Methods and Findings
Weekly reports of HFMD incidence from 31 provinces in Mainland China from 1 January 2009 to 31 December 2013 were used to fit multi-serotype time series susceptible–infected–recovered (TSIR) epidemic models. We obtained good model fit for the two-serotype TSIR with cross-protection, capturing the seasonality and geographic heterogeneity of province-level transmission, with strong correlation between the observed and simulated epidemic series. The national estimate of the basic reproduction number, R0, weighted by provincial population size, was 26.63 for EV-A71 (interquartile range [IQR]: 23.14, 30.40) and 27.13 for CV-A16 (IQR: 23.15, 31.34), with considerable variation between provinces (however, predictions about the overall impact of vaccination were robust to this variation). EV-A71 incidence was projected to decrease monotonically with higher coverage rates of EV-A71 vaccination. Across provinces, CV-A16 incidence in the post-EV-A71-vaccination period remained either comparable to or only slightly increased from levels prior to vaccination. The duration and strength of cross-protection following infection with EV-A71 or CV-A16 was estimated to be 9.95 wk (95% confidence interval [CI]: 3.31, 23.40) in 68% of the population (95% CI: 37%, 96%). Our predictions are limited by the necessarily short and under-sampled time series and the possible circulation of unidentified serotypes, but, nonetheless, sensitivity analyses indicate that our results are robust in predicting that the vaccine should drastically reduce incidence of EV-A71 without a substantial competitive release of CV-A16.
The ability of our models to capture the observed epidemic cycles suggests that herd immunity is driving the epidemic dynamics caused by the multiple serotypes of enterovirus. Our results predict that the EV-A71 and CV-A16 serotypes provide a temporary immunizing effect against each other. Achieving high coverage rates of EV-A71 vaccination would be necessary to eliminate the ongoing transmission of EV-A71, but serotype replacement by CV-A16 following EV-A71 vaccination is likely to be transient and minor compared to the corresponding reduction in the burden of EV-A71-associated HFMD. Therefore, a mass EV-A71 vaccination program of infants and young children should provide significant benefits in terms of a reduction in overall HFMD burden.

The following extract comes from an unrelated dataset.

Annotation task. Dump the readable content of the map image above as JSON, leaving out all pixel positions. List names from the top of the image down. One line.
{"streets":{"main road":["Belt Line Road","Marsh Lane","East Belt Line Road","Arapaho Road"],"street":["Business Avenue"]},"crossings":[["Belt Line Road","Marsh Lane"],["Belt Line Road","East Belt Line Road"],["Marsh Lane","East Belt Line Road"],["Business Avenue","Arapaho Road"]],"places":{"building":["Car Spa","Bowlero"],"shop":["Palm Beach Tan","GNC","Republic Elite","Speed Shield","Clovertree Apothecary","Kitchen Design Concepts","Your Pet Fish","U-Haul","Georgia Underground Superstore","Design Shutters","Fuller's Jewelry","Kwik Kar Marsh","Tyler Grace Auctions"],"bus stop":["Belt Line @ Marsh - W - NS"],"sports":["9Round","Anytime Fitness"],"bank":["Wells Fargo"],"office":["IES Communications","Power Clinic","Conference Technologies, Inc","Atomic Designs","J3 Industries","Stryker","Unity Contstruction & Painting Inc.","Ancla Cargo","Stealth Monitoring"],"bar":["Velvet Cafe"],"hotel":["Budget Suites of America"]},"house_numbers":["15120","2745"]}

Using time series susceptible–infected–recovered (TSIR) epidemic models, Saki Takahashi and colleagues investigate hand, foot, and mouth disease dynamics and the projected effect of vaccination in China.
Hand, foot, and mouth disease (HFMD)—a common ailment that mainly affects young children—is caused by a group of enteroviruses (Enterovirus A species), which are close relatives of polioviruses (Enterovirus C species). Enteroviruses are divided into various viral serotypes (variants defined by molecules on their surface that are recognized by the immune system), and the most common serotypes that cause HFMD are Enterovirus A71 (EV-A71) and Coxsackievirus A16 (CV-A16). Enteroviruses spread from person to person through contact with the mucus or saliva produced when an infected individual coughs or sneezes, with the feces or the fluid from vesicles of an infected individual, and through contact with contaminated surfaces. Frequent handwashing and good hygiene practices can reduce the spread of HFMD. Symptoms of HFMD include fever, sore throat, a non-itchy red rash with small blisters on the hands and feet, and painful mouth ulcers. HFMD is usually a self-limiting illness, and most children recover within 7–10 days. A small proportion of patients infected with EV-A71 develop severe complications such as meningitis (infection of the membranes around the brain and spinal cord) or encephalitis (infection of the brain). Currently, there is no specific treatment for HFMD, and vaccines are not yet available for routine use.
Why Was This Study Done?
HFMD is increasingly common in East and Southeast Asia. China, for example, reported 9 million cases of HFMD between 2008 and 2013. Vaccination is a specific and effective way to reduce the burden of HFMD in China. In three clinical trials, inactivated monovalent EV-A71 vaccines made in China were highly efficacious against EV-A71-associated HFMD but provided no protection against CV-A16-associated HFMD (an inactivated monovalent vaccine contains a single virus strain that is unable to replicate; exposure to the vaccine “primes” the immune system to respond quickly when challenged with live virus, thereby preventing infection with that virus). So, before these vaccines can be used for routine vaccination of infants, it is important to know whether vaccination with EV-A71 will alter the burden of HFMD caused by other enterovirus serotypes. In particular, it is important to know whether infection with EV-A71 provides cross-protection against CV-A16 and whether infections with CV-A16 or other serotypes might increase following vaccination against EV-A71 because of increased circulation of these viruses in the population (serotype replacement). Here, the researchers use mathematical models to assess the effect of vaccination against EV-A71-associated HFMD in China and the potential risk of serotype replacement by CV-A16.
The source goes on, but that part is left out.